AIM OF THE EXERCISE —
Throughout the records below, find each line holding "bottom" and copy it.

:: EXERCISE MATERIALS

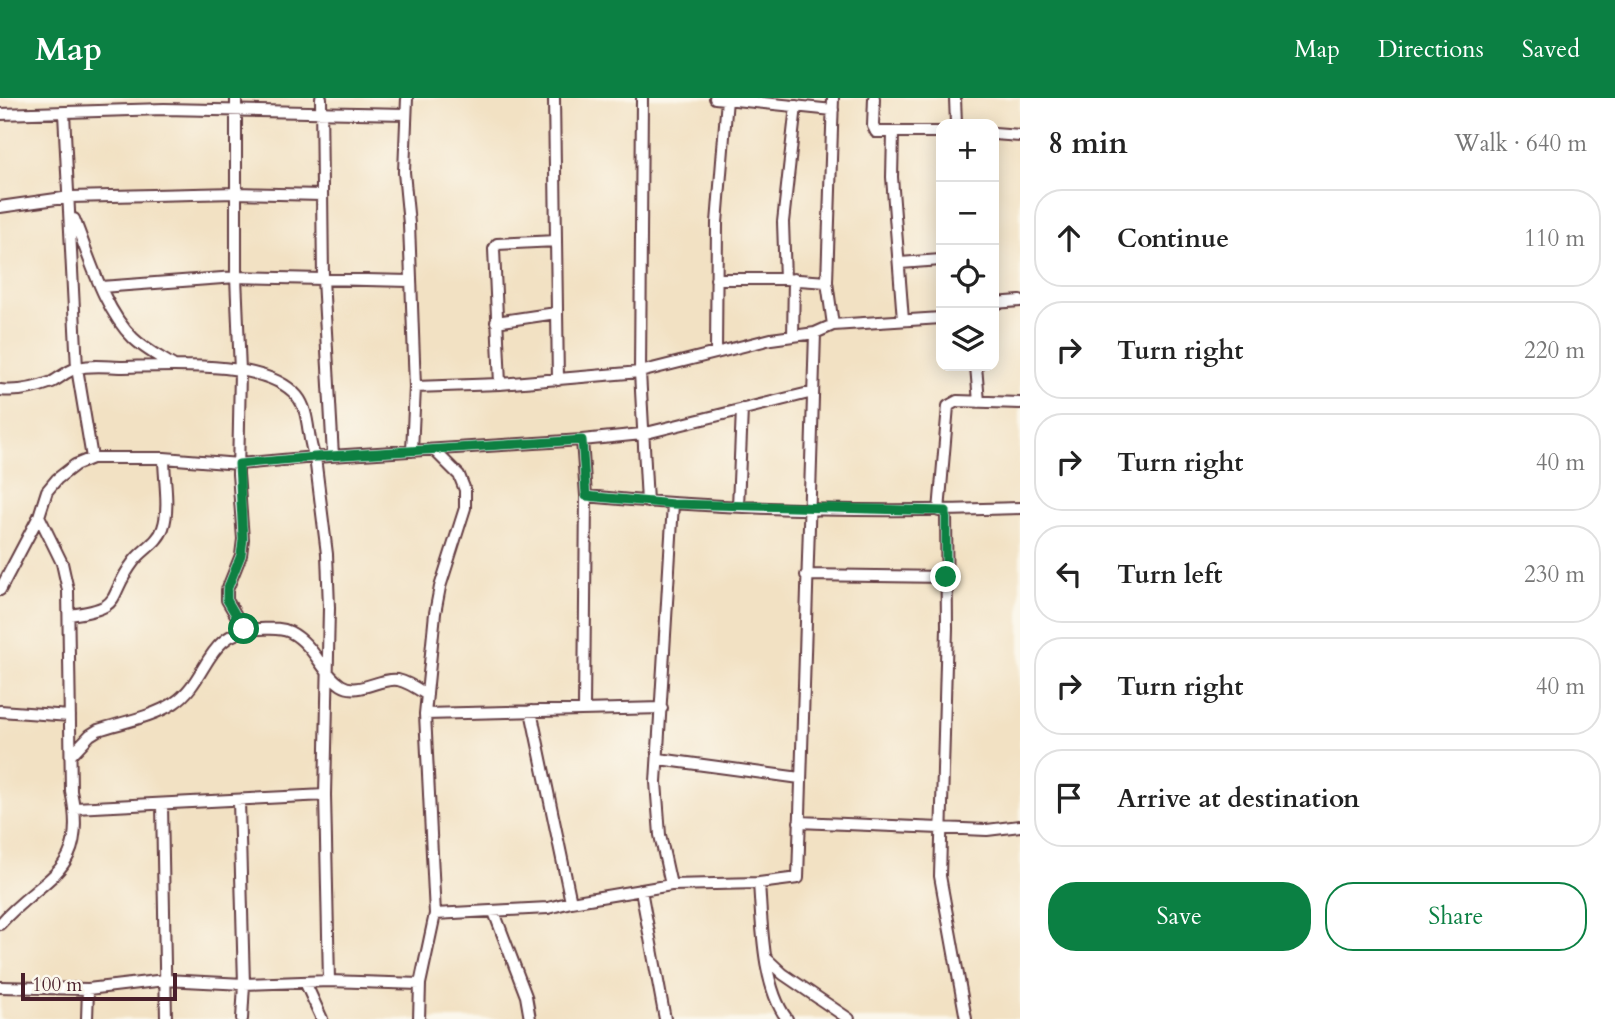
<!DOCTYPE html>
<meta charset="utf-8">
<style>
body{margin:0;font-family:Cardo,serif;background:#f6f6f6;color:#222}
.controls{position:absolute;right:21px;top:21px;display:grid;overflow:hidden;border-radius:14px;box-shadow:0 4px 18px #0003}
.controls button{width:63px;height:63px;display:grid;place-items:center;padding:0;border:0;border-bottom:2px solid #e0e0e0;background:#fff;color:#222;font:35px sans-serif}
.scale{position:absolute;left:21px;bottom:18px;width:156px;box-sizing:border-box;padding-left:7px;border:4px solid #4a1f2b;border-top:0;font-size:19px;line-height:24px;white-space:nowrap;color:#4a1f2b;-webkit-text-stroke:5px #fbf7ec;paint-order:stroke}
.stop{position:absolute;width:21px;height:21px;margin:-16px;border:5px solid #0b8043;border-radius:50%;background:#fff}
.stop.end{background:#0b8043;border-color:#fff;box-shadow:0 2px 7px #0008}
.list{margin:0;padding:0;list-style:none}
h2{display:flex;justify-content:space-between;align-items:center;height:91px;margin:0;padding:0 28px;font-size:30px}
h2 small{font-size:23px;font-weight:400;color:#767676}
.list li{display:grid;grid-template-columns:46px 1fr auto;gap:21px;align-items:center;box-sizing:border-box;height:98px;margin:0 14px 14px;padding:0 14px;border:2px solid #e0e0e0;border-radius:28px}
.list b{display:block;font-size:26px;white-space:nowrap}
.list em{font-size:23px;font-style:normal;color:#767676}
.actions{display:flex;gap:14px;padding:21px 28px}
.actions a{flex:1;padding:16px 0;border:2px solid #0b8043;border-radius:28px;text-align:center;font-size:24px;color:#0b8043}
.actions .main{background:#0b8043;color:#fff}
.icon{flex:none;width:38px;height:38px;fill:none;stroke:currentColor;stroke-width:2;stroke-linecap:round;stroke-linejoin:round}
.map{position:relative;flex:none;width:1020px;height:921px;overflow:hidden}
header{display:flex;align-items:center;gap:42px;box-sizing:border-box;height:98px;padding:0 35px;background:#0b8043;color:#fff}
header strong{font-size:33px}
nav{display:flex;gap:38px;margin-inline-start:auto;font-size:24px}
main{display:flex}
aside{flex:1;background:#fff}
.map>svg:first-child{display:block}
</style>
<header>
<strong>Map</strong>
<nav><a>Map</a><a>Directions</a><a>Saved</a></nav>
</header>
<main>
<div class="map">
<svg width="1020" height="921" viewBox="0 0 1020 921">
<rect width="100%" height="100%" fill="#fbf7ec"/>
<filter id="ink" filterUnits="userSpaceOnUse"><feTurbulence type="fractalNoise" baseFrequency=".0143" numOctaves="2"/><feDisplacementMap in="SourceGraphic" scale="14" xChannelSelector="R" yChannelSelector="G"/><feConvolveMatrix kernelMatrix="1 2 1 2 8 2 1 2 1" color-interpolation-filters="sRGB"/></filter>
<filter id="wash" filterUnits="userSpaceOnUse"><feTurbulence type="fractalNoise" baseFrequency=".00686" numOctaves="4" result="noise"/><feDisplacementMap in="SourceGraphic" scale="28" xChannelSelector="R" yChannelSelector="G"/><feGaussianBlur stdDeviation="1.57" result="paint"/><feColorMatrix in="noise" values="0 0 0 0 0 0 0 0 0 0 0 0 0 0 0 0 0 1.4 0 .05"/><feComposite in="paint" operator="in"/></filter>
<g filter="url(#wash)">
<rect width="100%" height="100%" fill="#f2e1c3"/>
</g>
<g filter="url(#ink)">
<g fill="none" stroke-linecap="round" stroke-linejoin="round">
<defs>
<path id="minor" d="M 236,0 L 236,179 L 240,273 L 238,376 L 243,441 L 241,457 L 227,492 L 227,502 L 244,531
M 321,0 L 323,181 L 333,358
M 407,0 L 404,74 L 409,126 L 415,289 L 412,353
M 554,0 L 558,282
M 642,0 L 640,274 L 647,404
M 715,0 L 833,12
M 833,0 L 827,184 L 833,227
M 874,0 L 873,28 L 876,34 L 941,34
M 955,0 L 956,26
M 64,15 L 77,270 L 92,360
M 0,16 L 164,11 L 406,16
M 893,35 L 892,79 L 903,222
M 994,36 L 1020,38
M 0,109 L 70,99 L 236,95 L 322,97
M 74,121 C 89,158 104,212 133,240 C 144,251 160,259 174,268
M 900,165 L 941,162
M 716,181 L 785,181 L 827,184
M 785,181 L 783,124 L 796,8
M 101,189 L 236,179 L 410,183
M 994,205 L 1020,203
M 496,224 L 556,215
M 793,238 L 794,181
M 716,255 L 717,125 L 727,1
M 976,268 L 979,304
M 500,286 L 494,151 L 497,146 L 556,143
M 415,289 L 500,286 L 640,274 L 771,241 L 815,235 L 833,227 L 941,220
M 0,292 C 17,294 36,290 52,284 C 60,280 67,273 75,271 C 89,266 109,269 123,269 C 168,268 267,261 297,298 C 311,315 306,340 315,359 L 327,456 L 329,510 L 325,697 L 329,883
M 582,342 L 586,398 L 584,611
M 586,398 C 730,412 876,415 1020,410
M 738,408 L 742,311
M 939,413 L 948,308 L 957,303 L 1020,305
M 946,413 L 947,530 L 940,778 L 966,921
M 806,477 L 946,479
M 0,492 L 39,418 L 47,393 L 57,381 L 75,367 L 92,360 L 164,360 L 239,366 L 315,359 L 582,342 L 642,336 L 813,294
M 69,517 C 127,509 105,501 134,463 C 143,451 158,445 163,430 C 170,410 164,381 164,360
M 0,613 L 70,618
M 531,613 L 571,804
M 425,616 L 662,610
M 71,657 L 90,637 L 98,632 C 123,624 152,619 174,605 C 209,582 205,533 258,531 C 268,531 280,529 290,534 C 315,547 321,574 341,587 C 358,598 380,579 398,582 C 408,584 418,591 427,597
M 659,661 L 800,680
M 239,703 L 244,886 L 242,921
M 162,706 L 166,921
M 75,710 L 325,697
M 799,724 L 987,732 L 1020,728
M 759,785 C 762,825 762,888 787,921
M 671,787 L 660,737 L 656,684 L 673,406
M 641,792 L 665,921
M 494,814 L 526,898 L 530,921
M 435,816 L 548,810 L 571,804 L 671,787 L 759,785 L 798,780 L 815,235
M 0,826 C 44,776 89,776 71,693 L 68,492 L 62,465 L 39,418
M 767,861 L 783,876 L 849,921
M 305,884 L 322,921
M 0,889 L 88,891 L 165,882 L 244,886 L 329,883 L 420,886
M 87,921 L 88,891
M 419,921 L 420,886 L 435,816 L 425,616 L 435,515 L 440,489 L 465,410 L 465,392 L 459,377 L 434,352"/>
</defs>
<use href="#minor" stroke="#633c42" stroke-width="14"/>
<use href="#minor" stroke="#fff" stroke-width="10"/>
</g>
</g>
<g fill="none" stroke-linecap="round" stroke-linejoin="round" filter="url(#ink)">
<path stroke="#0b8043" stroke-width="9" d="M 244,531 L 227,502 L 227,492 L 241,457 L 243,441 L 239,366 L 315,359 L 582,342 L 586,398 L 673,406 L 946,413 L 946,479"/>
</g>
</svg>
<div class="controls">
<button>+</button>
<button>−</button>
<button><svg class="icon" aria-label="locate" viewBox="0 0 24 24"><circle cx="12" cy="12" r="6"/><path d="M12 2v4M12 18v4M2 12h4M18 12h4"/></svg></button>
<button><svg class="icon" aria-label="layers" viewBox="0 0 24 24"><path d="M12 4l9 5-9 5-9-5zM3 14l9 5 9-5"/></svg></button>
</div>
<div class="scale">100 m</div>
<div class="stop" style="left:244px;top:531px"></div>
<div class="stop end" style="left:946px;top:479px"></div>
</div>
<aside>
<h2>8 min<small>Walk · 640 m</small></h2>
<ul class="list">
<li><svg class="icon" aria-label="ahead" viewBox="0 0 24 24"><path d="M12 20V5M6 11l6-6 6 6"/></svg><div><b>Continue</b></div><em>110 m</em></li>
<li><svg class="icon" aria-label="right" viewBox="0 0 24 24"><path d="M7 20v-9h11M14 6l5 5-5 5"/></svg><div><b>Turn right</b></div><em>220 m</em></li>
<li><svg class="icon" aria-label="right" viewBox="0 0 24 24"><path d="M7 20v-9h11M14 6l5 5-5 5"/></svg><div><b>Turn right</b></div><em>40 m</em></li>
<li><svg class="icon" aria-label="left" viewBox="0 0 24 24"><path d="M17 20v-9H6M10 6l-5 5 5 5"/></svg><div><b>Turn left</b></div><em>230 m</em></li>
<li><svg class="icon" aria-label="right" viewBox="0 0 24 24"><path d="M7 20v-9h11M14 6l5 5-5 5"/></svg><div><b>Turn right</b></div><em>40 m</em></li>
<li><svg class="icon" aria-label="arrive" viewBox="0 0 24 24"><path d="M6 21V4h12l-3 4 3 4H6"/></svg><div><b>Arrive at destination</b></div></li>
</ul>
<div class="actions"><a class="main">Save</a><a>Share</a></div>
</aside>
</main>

::::

TASK SOLUTION —
.controls button{width:63px;height:63px;display:grid;place-items:center;padding:0;border:0;border-bottom:2px solid #e0e0e0;background:#fff;color:#222;font:35px sans-serif}
.scale{position:absolute;left:21px;bottom:18px;width:156px;box-sizing:border-box;padding-left:7px;border:4px solid #4a1f2b;border-top:0;font-size:19px;line-height:24px;white-space:nowrap;color:#4a1f2b;-webkit-text-stroke:5px #fbf7ec;paint-order:stroke}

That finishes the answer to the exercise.